Insulin resistance associated with visceral fat
obesity has been suggested to be the pathological basis of
metabolic syndrome. Many studies have demonstrated increased
oxidant stress in diabetic patients and animal models of
diabetes mellitus. In this study, the effect of liver hydrolysate administration on the
blood glucose was examined in SHR/NDmcr-cp (SHR-cp) rats that show spontaneously occurring
metabolic syndrome-like abnormalities. The SHR-cp rats were fed diets containing 5% liver hydrolysate for 12 weeks, and the fasting
blood glucose and HbA1c were determined every 3 weeks.
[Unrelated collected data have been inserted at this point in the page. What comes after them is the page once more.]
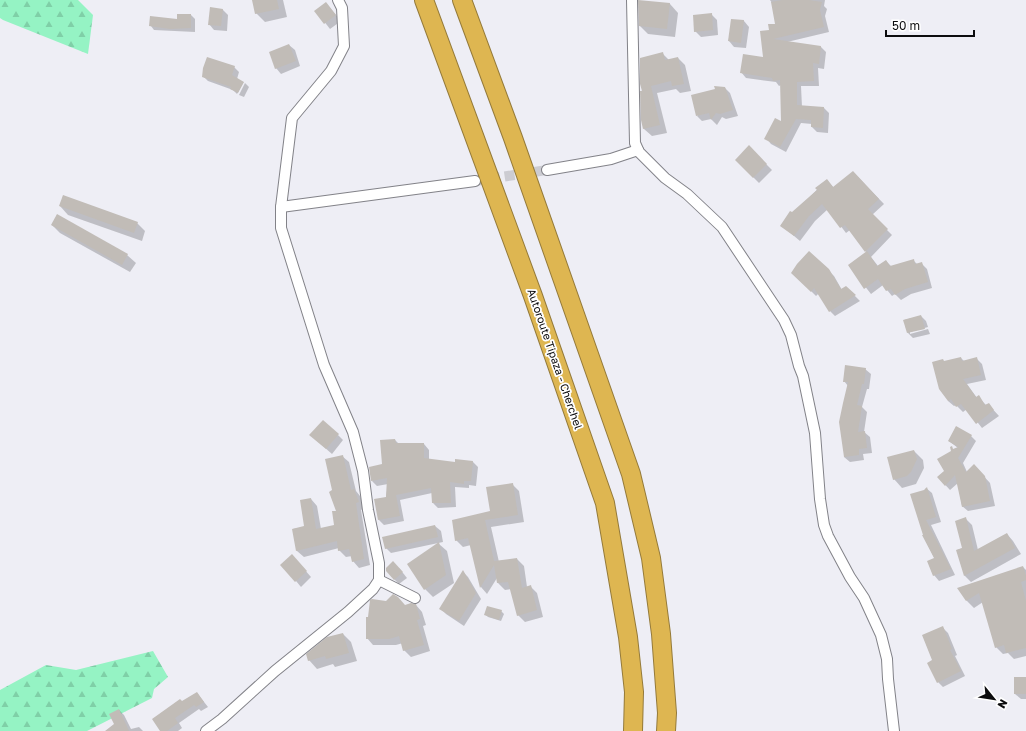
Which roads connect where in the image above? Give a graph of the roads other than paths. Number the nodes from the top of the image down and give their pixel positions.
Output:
1 (338, 0) edge
2 (424, 0) edge
3 (462, 0) edge
4 (632, 0) edge
5 (638, 150) junction
6 (547, 170) tunnel mouth
7 (475, 181) tunnel mouth
8 (281, 207) junction
9 (379, 580) junction
10 (415, 598) dead end
11 (206, 731) edge
12 (633, 731) edge
13 (666, 731) edge
14 (894, 731) edge

1 - 8 street
2 - 12 highway, Autoroute Tipaza - Cherchel
3 - 13 highway
4 - 5 street
5 - 6 street
5 - 14 street
7 - 8 street
8 - 9 street
9 - 10 street
9 - 11 street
After administration of the liver hydrolysate-containing feed for 12 weeks, an oral
glucose tolerance test was conducted and the plasma
angiotensin II (AngII) concentrations were determined. The liver hydrolysate administration had no effect on the blood
insulin levels in the oral
glucose tolerance test, but significantly inhibited the
d-glucose-induced increases of the
blood glucose levels. Furthermore, the liver hydrolysate had almost no effect on the fasting
blood glucose level, but tended to inhibit the increase of HbA1c. The plasma AngII concentration after the 12-week administration of liver hydrolysate remained significantly lower than that in the control group. These results indicate that a component of liver hydrolysate inhibits
d-glucose-induced increase of the
blood glucose level, and may improve
insulin resistance. The
angiotensin converting enzyme (ACE)-inhibiting effect and
antioxidant effect of liver hydrolysate may be involved in this effect.